# Task to complete:
Please show all lines of the records that include "dead".

# Stored data:
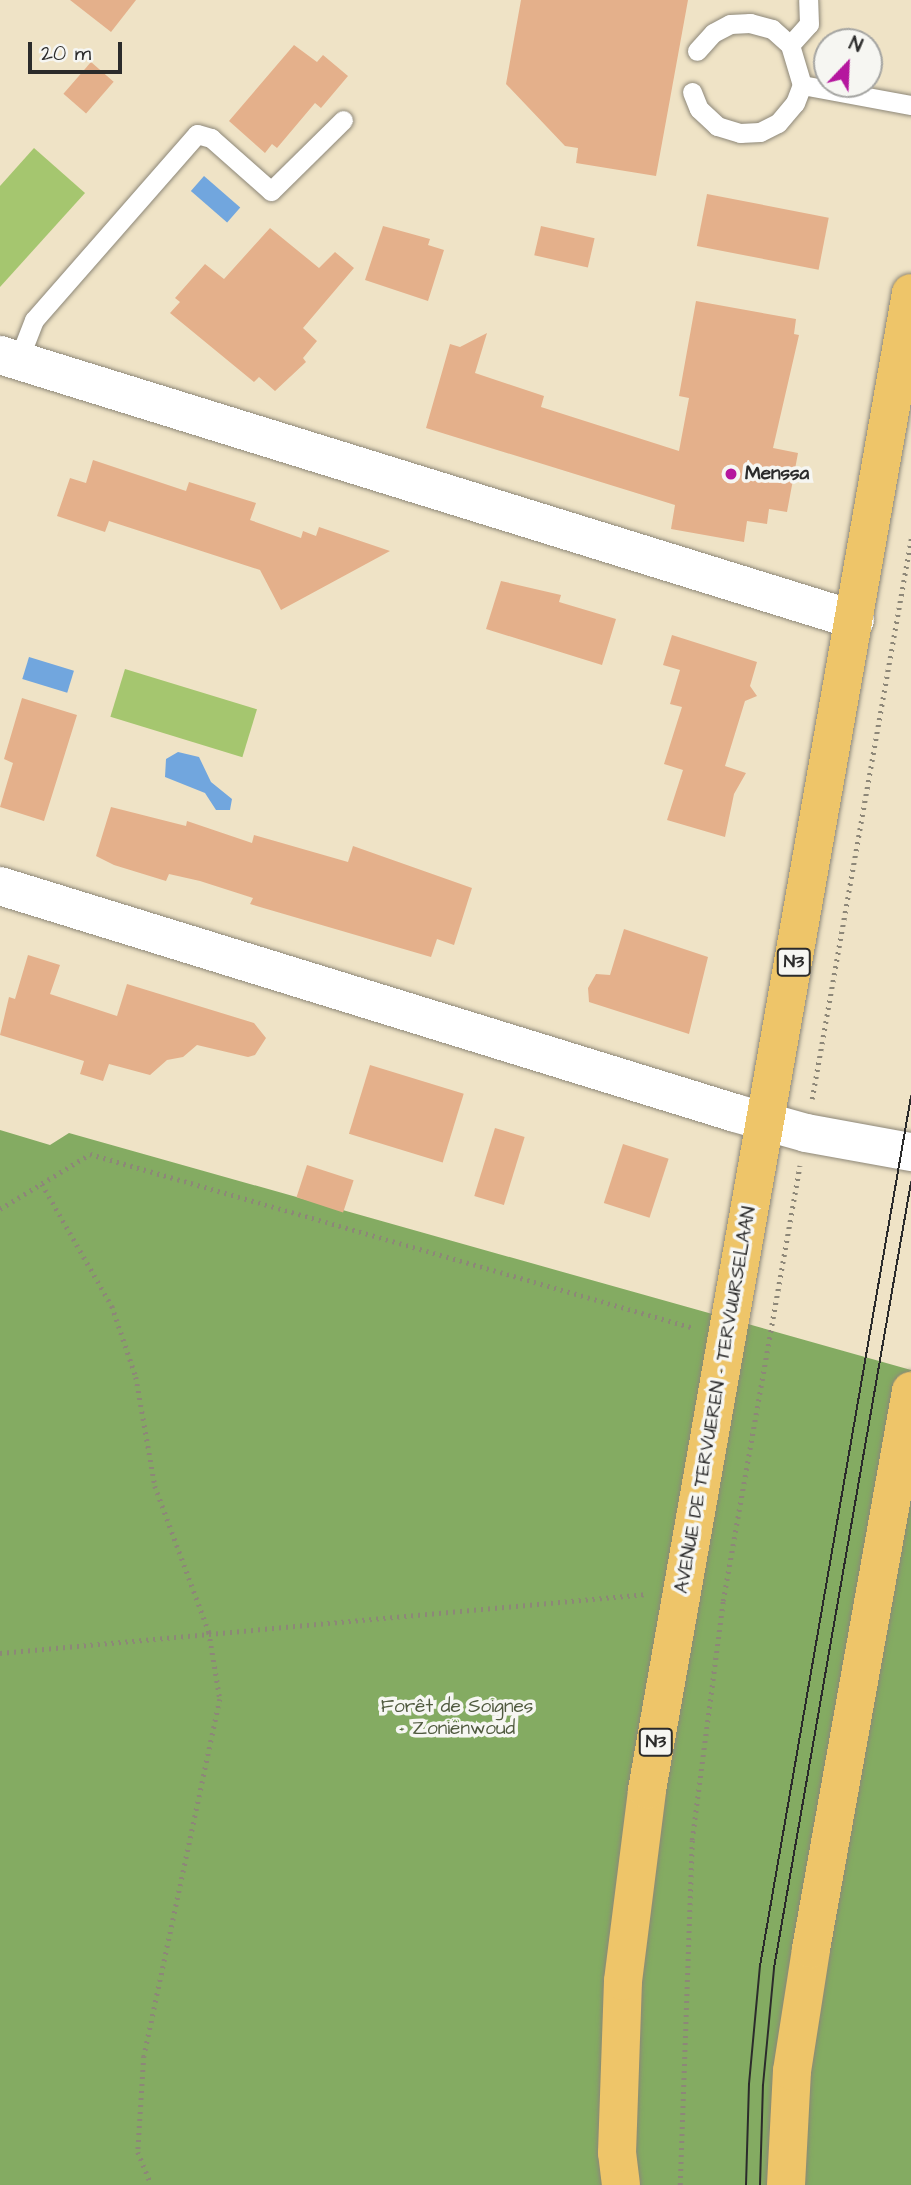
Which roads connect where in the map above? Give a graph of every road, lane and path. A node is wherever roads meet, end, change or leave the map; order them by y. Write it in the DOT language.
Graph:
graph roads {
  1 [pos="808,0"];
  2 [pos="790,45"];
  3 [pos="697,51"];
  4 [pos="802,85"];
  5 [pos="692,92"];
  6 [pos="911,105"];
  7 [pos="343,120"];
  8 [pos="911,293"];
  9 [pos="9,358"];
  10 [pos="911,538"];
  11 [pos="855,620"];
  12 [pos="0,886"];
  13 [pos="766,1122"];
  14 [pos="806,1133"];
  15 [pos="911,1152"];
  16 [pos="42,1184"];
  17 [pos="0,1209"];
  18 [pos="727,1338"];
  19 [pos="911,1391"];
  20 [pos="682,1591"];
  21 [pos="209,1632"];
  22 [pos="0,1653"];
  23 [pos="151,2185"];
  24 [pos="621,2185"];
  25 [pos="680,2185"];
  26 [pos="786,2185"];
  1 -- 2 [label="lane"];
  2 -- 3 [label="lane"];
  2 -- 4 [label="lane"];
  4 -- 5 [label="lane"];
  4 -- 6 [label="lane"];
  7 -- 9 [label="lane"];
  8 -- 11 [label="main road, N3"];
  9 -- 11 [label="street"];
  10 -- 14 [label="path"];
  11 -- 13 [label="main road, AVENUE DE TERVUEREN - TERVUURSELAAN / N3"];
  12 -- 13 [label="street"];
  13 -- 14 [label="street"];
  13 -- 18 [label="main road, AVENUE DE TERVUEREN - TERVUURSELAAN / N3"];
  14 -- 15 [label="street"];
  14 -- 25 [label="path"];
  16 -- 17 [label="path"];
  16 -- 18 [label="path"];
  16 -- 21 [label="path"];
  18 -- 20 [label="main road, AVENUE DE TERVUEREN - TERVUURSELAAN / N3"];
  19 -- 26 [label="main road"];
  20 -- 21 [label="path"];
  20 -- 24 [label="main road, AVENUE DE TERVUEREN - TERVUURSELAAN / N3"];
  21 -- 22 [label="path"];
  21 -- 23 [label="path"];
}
...
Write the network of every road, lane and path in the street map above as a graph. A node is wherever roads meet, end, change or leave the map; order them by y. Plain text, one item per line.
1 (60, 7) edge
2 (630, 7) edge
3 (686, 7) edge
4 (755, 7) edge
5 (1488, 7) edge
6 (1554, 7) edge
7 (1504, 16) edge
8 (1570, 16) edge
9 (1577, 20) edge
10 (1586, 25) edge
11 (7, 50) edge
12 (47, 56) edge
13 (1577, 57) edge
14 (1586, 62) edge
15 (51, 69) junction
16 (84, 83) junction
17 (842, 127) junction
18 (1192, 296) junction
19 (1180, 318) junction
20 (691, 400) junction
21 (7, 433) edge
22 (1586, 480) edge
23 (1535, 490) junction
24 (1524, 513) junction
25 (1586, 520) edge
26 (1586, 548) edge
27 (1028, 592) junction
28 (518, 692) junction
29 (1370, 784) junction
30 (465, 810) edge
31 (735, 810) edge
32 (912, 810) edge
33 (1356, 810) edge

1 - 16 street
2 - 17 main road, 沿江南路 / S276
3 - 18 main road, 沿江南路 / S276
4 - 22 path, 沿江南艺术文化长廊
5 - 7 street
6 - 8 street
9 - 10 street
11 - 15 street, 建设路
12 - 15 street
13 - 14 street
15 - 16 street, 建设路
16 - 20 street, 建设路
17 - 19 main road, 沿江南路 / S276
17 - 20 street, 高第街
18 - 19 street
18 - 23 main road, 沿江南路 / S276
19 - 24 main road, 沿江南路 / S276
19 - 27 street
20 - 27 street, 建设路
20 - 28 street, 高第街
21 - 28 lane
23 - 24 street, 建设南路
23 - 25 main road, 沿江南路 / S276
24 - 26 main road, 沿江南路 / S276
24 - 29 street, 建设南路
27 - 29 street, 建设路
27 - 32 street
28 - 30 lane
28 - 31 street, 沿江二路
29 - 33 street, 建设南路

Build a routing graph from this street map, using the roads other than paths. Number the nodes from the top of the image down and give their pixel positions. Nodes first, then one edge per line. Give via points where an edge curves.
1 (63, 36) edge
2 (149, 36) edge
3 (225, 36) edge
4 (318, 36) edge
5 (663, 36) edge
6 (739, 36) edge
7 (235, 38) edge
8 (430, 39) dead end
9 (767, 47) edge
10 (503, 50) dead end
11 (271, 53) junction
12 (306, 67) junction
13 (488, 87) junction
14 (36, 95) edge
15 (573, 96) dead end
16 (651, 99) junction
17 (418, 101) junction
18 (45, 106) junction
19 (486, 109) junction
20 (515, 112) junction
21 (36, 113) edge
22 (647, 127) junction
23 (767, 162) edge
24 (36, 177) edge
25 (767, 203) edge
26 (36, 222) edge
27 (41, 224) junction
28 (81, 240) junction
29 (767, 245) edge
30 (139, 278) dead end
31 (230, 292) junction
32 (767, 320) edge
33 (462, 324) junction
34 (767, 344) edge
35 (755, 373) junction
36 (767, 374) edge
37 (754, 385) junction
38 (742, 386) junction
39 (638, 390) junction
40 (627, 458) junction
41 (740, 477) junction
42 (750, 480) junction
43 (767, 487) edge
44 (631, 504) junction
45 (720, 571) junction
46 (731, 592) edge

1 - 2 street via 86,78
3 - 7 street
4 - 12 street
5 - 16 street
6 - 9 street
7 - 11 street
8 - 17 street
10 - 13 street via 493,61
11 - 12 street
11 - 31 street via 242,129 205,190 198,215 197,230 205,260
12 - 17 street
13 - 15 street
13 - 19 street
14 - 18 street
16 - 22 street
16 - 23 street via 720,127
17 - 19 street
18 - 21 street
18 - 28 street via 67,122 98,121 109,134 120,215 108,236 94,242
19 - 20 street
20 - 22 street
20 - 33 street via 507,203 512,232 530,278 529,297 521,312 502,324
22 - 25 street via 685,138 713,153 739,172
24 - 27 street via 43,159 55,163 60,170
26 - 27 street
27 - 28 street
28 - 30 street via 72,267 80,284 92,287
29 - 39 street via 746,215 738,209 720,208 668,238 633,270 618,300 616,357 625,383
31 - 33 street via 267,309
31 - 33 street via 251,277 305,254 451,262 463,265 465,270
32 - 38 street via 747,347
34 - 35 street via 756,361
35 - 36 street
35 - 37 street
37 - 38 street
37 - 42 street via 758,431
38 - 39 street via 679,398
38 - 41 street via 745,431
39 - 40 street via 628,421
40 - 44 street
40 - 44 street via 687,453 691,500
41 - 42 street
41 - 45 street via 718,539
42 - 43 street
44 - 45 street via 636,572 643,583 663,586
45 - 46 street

# Response for this exercise:
8 (430, 39) dead end
10 (503, 50) dead end
15 (573, 96) dead end
30 (139, 278) dead end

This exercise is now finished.